■ Material shown ■
+++++
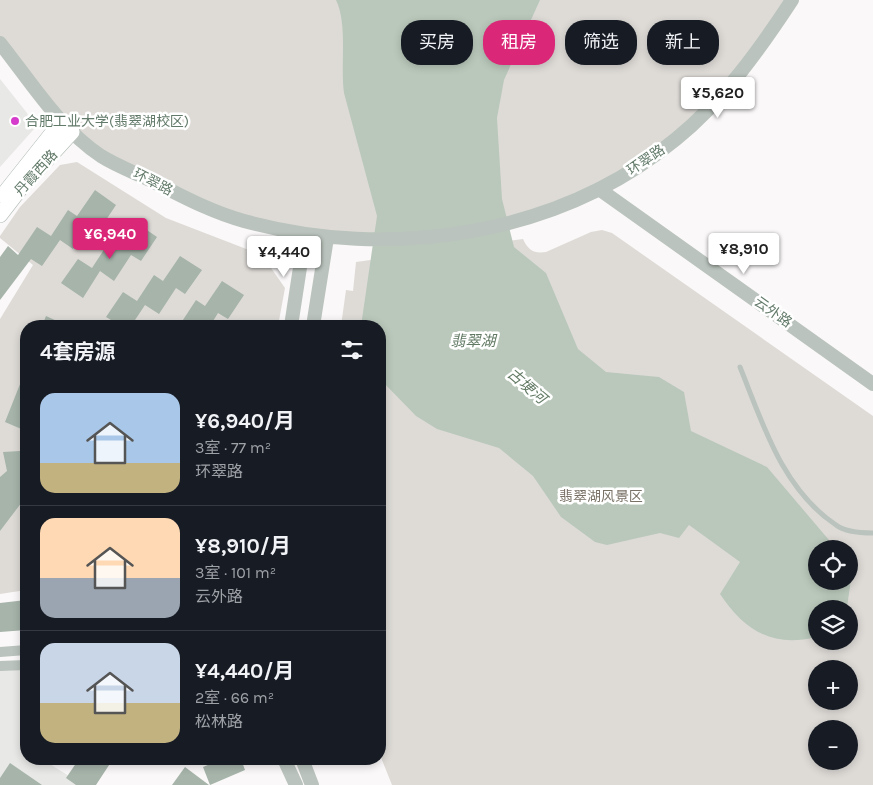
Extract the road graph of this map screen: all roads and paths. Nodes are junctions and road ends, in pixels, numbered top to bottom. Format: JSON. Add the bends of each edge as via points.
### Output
{"nodes":[{"id":1,"x":792,"y":0,"type":"edge"},
{"id":2,"x":0,"y":43,"type":"edge"},
{"id":3,"x":61,"y":122,"type":"junction"},
{"id":4,"x":72,"y":132,"type":"junction"},
{"id":5,"x":599,"y":189,"type":"junction"},
{"id":6,"x":0,"y":199,"type":"edge"},
{"id":7,"x":0,"y":215,"type":"edge"},
{"id":8,"x":305,"y":235,"type":"junction"},
{"id":9,"x":327,"y":238,"type":"junction"},
{"id":10,"x":293,"y":320,"type":"edge"},
{"id":11,"x":315,"y":320,"type":"edge"},
{"id":12,"x":740,"y":367,"type":"dead end"},
{"id":13,"x":873,"y":384,"type":"edge"},
{"id":14,"x":873,"y":533,"type":"edge"},
{"id":15,"x":20,"y":650,"type":"edge"},
{"id":16,"x":0,"y":652,"type":"edge"},
{"id":17,"x":20,"y":664,"type":"edge"},
{"id":18,"x":0,"y":666,"type":"edge"},
{"id":19,"x":287,"y":765,"type":"edge"},
{"id":20,"x":304,"y":765,"type":"edge"},
{"id":21,"x":296,"y":785,"type":"edge"},
{"id":22,"x":312,"y":785,"type":"edge"}],
"edges":[{"from":1,"to":5,"type":"street","name":"环翠路","via":[[754,53],[696,121],[641,166]]},
{"from":2,"to":3,"type":"street","name":"环翠路"},
{"from":3,"to":4,"type":"street","name":"环翠路"},
{"from":3,"to":6,"type":"main road","name":"丹霞西路"},
{"from":4,"to":7,"type":"main road","name":"丹霞西路","via":[[20,188]]},
{"from":4,"to":8,"type":"street","name":"环翠路","via":[[101,156],[204,208]]},
{"from":5,"to":9,"type":"street","name":"环翠路","via":[[531,216],[464,233],[428,238]]},
{"from":5,"to":13,"type":"street","name":"云外路"},
{"from":8,"to":9,"type":"street","name":"环翠路"},
{"from":8,"to":10,"type":"street"},
{"from":9,"to":11,"type":"street"},
{"from":12,"to":14,"type":"lane","via":[[778,458],[799,491],[837,526]]},
{"from":15,"to":16,"type":"street"},
{"from":17,"to":18,"type":"street"},
{"from":19,"to":21,"type":"street"},
{"from":20,"to":22,"type":"street"}]}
+++++
■ Task ■
Throughout the records, the word "main" shows up on certain lines. Report how many lines, with only the number.

■ Output of the exercise ■
2